Luego está G., que estos días vive entre sus series y los libros que devora con una voracidad recobrada y a veces tenemos nuestras conversaciones. Hay algo en G. que me alegra aunque no se apasione suficiente con su carrera y es que le veo tan lleno de insight y de recursos que estoy segura de que un día se decidirá a ponerlo todo como el pájaro de fuego de Diaghilev... G. se hizo unas fotos con la corona del roscón de reyes que me encantaron, pero no estoy autorizada a publicarlas.

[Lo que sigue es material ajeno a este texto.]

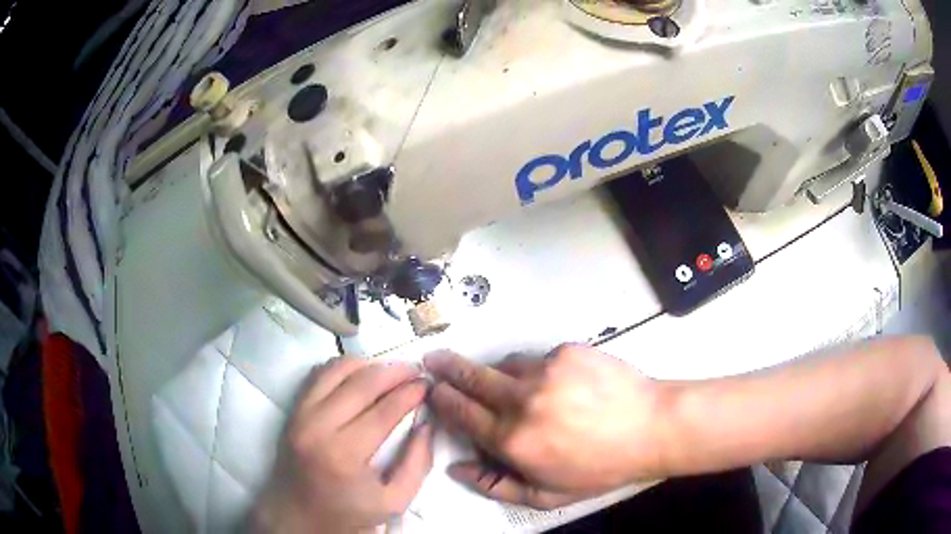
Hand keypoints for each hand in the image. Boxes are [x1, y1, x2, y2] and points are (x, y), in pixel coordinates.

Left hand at [252, 358, 433, 533]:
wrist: (297, 515)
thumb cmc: (347, 513)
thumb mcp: (394, 502)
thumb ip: (417, 464)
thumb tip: (426, 424)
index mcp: (344, 455)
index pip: (384, 410)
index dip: (410, 392)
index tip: (428, 384)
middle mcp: (318, 427)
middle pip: (362, 384)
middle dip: (395, 371)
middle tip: (416, 370)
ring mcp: (301, 414)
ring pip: (338, 370)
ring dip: (370, 364)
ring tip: (392, 370)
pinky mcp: (293, 409)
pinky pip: (319, 374)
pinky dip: (343, 367)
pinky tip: (362, 373)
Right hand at [425, 345, 666, 509]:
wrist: (651, 427)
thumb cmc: (600, 468)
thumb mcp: (547, 495)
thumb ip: (495, 485)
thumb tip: (456, 467)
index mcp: (513, 440)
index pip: (461, 413)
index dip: (442, 399)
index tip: (432, 389)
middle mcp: (521, 400)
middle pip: (471, 377)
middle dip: (446, 367)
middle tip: (432, 359)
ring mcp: (545, 370)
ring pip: (505, 365)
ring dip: (500, 373)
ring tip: (516, 386)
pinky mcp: (567, 350)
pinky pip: (540, 358)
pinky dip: (539, 370)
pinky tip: (560, 384)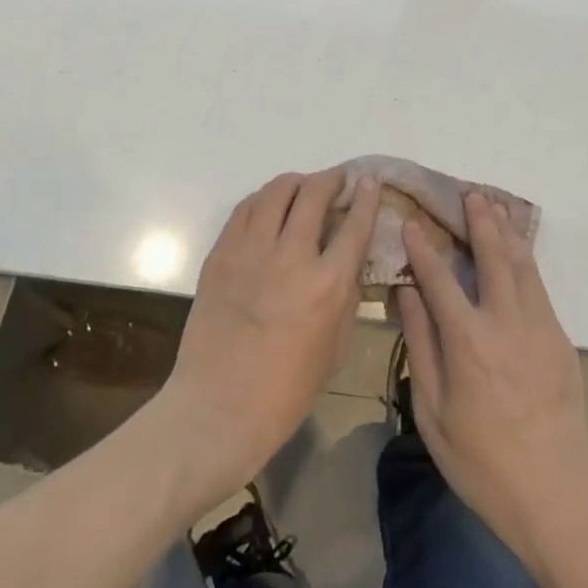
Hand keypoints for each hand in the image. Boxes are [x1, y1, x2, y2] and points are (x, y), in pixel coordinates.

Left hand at [158, 169, 378, 500]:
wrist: (218, 408)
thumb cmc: (286, 390)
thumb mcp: (335, 347)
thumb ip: (346, 296)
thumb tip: (348, 262)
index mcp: (327, 285)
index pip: (354, 224)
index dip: (366, 196)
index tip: (369, 181)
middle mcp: (291, 256)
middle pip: (314, 194)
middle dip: (331, 179)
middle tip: (336, 182)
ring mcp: (251, 251)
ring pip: (276, 191)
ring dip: (295, 183)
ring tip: (302, 189)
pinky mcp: (221, 254)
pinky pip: (245, 209)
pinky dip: (263, 200)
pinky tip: (268, 208)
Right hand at [396, 193, 587, 569]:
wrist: (555, 496)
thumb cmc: (481, 461)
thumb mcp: (433, 410)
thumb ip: (420, 345)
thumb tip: (406, 293)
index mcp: (469, 341)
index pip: (440, 278)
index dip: (424, 247)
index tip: (413, 221)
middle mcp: (506, 322)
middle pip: (492, 256)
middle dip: (479, 220)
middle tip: (470, 193)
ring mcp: (539, 327)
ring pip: (522, 264)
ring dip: (507, 231)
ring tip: (496, 206)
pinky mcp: (560, 340)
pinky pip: (539, 285)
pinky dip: (526, 258)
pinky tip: (518, 249)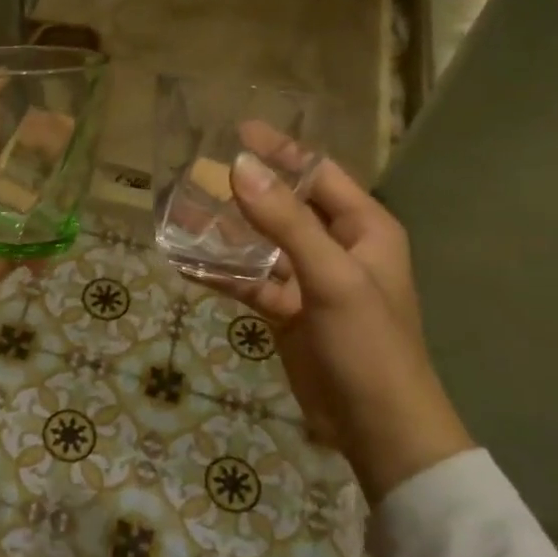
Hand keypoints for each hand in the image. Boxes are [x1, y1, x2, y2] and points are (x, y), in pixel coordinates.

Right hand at [215, 138, 473, 501]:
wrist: (376, 426)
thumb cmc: (367, 344)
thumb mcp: (330, 276)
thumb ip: (285, 221)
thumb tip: (239, 167)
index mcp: (364, 229)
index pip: (319, 175)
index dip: (281, 151)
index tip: (238, 130)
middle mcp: (337, 248)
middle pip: (285, 207)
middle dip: (244, 190)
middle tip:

Le regalé libros, como siempre, y ya les ha hincado el diente. Se han terminado las vacaciones. Aún llegan restos de la intoxicación de felicitaciones como droga para resistir un año que nos vaticinan aciago. Procuro saltarme los periódicos, que siguen convencidos de que alarmar y angustiar aumentará las ventas, o que tal vez así la gente dejará de informarse o quién sabe a qué estúpido plan responde esa política. Ayer le contaba a G. de las disquisiciones de Hannah Arendt, Mary McCarthy (y de las ideas de Kant) sobre la estupidez, el no-pensar y un wicked heart, de si la causa de la mezquindad y del mal era la estupidez, la falta de inteligencia, la incapacidad de establecer conexiones y de pensar o esa era sólo la consecuencia. Qué alivio refugiarse en esas ideas, qué hospitalidad encuentro en esas cartas. Además, mientras leo no me duele el brazo y Rufus, mi Rufus alocado y afectuoso, se pega a mi cuerpo en el sofá o me contempla ronroneante como ese gato de Maeve Brennan cuyo mejor talento era un ronroneo profundo y musical, que le tenía orgulloso. Pero Rufus tiene otros talentos...

2 comentarios:

nomesploraria dijo...

A mí sí me gusta la palabra bondad.

Espero Sant Jordi con ansiedad.

Belnu dijo...

Lo entiendo, Nmp, pero yo tengo mis razones, que un día te contaré! Ah, así el libro tendrá una razón para darse más prisa!